2.7. In vivo experiment

2.7.1. Animals

Healthy SD rats (300 ± 50 g) were provided by the Experimental Animal Center of Jinzhou Medical University. All animal experiments in this study were approved by the Experimental Animal Ethics Committee of Jinzhou Medical University.

2.7.2. Pharmacokinetic study in SD rats

This experiment was used to predict the in vivo drug release properties of FEB, HSn-FEB and CS-HSn-FEB. Rats were fasted for 12 h prior to the experiment but were allowed to drink freely throughout the test period. Nine SD rats were randomly divided into three groups of three rats each. FEB, HSn-FEB and CS-HSn-FEB were administered orally (administration method: gavage; dose administered: equivalent to febuxostat content of 10 mg/kg). Orbital blood sampling was performed at 0, 0.25, 0.5, 1, 2, 4, 6, 8, 12, and 24 h after oral administration using heparin-treated centrifuge tubes with a blood sample volume of approximately 0.5 mL. After centrifugation at 5000 rpm for 10 min, the supernatant was removed, and plasma was obtained. The plasma samples were stored in a refrigerator at −20 °C for backup, and the blood drug concentrations were determined by HPLC (Shimadzu LC-2030). The mobile phase was acetonitrile/0.1% formic acid aqueous solution (61/39, v/v) at a flow rate of 1.0 mL/min with a detection wavelength of 315 nm, and the injection volume was 20 μL. The pharmacokinetic parameters were calculated using Pksolver version 2.0.

2.7.3. In vivo CS-HSn uptake efficiency

To verify the in vivo distribution effect of CS-HSn, HSn was used as a control. FITC-labeled HSn (5 mg/kg) and CS-HSn (5 mg/kg) were injected via the tail vein. Mice were sacrificed after 2 h, intestinal tissues and organs (heart, liver, spleen, lung and kidney) were removed, and fluorescence distribution images of HSn and CS-HSn were tracked with a Bruker In vivo FX Pro (In vivo FX-Pro, Billerica, MA).

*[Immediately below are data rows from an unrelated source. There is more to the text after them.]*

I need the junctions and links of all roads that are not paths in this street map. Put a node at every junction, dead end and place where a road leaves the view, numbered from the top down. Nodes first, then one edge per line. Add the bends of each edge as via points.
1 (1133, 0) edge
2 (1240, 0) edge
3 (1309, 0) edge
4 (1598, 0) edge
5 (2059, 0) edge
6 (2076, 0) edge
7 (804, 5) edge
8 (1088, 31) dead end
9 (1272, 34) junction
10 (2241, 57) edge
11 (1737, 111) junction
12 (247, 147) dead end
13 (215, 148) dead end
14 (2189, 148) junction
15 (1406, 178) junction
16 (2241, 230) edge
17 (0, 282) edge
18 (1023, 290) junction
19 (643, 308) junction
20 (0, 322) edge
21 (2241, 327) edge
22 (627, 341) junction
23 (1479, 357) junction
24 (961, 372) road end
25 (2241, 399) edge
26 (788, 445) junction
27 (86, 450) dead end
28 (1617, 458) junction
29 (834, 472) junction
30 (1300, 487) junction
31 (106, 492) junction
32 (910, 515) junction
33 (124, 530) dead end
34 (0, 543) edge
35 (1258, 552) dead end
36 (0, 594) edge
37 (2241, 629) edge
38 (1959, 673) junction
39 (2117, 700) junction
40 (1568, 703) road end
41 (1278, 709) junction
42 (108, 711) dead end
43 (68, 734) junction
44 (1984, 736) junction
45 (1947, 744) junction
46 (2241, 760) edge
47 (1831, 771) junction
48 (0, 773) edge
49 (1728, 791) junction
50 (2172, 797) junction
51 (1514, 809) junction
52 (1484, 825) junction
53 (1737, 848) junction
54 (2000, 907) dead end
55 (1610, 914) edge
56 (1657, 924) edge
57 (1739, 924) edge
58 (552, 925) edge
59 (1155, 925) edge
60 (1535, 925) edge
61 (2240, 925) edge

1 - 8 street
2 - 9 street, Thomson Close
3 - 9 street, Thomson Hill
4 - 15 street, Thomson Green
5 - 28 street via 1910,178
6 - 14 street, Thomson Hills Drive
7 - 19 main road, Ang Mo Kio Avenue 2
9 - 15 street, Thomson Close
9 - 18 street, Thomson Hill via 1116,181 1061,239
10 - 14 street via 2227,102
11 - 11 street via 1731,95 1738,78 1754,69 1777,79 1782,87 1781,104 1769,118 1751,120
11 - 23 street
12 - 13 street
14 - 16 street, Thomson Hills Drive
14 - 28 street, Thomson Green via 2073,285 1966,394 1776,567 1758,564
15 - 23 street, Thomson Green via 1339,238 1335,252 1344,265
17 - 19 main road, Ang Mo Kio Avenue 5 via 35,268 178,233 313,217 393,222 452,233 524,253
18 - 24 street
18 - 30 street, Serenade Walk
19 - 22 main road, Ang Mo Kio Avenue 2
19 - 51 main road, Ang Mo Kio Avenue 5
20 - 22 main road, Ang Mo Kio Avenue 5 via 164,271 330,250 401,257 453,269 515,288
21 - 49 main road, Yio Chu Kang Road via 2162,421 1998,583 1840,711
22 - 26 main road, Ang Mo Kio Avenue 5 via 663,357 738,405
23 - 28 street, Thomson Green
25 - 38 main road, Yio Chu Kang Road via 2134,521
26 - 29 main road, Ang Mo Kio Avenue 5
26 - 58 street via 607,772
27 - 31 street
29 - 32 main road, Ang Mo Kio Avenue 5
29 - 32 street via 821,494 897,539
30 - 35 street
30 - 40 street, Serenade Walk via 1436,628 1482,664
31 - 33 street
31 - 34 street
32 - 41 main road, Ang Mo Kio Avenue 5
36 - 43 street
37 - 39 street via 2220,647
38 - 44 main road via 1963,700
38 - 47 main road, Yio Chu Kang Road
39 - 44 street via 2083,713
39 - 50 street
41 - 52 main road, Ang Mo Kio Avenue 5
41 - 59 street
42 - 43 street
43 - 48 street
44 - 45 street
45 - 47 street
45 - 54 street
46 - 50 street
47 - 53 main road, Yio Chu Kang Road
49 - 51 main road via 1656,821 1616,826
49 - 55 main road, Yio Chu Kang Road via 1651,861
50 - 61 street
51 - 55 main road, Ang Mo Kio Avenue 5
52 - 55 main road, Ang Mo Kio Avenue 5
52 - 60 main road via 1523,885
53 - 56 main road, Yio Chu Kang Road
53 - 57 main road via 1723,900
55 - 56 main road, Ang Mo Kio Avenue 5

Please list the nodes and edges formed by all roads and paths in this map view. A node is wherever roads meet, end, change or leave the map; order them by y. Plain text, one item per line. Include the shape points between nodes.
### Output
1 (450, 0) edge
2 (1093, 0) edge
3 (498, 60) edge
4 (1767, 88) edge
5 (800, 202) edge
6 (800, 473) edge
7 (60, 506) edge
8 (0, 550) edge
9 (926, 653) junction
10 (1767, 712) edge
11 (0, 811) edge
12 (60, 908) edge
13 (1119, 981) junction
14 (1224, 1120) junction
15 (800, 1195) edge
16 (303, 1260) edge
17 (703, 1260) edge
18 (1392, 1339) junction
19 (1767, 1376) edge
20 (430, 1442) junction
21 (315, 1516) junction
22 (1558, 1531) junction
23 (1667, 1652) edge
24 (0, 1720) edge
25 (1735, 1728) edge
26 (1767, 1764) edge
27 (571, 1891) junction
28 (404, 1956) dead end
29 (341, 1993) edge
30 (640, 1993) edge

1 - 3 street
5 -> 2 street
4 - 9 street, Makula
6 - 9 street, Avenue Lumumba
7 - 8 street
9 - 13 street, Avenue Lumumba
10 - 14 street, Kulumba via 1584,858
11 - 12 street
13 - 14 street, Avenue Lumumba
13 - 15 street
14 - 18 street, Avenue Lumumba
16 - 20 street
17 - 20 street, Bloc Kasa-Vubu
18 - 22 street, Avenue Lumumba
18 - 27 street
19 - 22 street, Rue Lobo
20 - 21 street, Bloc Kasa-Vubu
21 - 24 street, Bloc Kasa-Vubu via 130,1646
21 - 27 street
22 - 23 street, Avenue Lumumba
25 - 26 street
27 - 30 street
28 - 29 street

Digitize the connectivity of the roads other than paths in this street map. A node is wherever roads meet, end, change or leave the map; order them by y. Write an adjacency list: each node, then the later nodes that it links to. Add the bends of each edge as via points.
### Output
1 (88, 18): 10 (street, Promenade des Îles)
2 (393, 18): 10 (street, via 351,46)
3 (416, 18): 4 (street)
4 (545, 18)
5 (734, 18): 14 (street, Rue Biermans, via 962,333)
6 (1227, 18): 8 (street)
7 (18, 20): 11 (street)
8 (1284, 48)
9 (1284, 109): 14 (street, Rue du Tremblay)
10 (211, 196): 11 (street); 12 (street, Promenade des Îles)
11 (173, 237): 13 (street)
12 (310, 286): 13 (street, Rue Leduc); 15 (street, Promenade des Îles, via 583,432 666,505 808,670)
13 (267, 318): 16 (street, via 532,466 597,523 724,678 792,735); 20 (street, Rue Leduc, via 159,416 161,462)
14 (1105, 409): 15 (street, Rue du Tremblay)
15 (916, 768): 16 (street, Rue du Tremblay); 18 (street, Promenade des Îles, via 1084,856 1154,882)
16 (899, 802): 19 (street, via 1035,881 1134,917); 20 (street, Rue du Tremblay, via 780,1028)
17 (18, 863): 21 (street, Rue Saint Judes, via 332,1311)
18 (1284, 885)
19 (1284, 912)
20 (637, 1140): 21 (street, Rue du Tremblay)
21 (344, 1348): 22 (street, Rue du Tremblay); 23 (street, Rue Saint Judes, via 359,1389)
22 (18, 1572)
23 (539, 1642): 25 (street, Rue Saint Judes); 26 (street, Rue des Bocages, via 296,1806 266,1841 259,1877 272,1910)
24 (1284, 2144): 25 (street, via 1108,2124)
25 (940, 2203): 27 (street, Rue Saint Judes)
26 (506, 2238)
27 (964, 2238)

2.7.4. Intestinal distribution of the functional nanocarriers

Fluorescence microscopy was used to observe the distribution of FITC-labeled nanoparticles in the intestine. SD rats were fasted for 12 h before the experiment, and the whole experiment was performed without direct light. Subsequently, the modified nanoparticle was administered orally by gavage (10 mg/kg). After a period of time, the rats were sacrificed, and the duodenum, ileum and jejunum of intestinal tissue were harvested. The tissues were fixed and dehydrated in 4% PFA, 10% sucrose solution, 20% sucrose solution, and 30% sucrose solution. The tissue was then frozen and embedded in cryogenic medium (OCT), and 8 μm tissue sections were cut using a cryosectioning instrument (CM3050S, Leica) and attached to glass slices. The sections were washed three times with PBS, fixed with 4% paraformaldehyde for 10 min, and washed three times with PBS. Nuclei were stained with DAPI, and F-actin was stained with rhodamine-phalloidin. Fluorescence microscopy was used to observe the distribution of each segment at different time periods before and after modification.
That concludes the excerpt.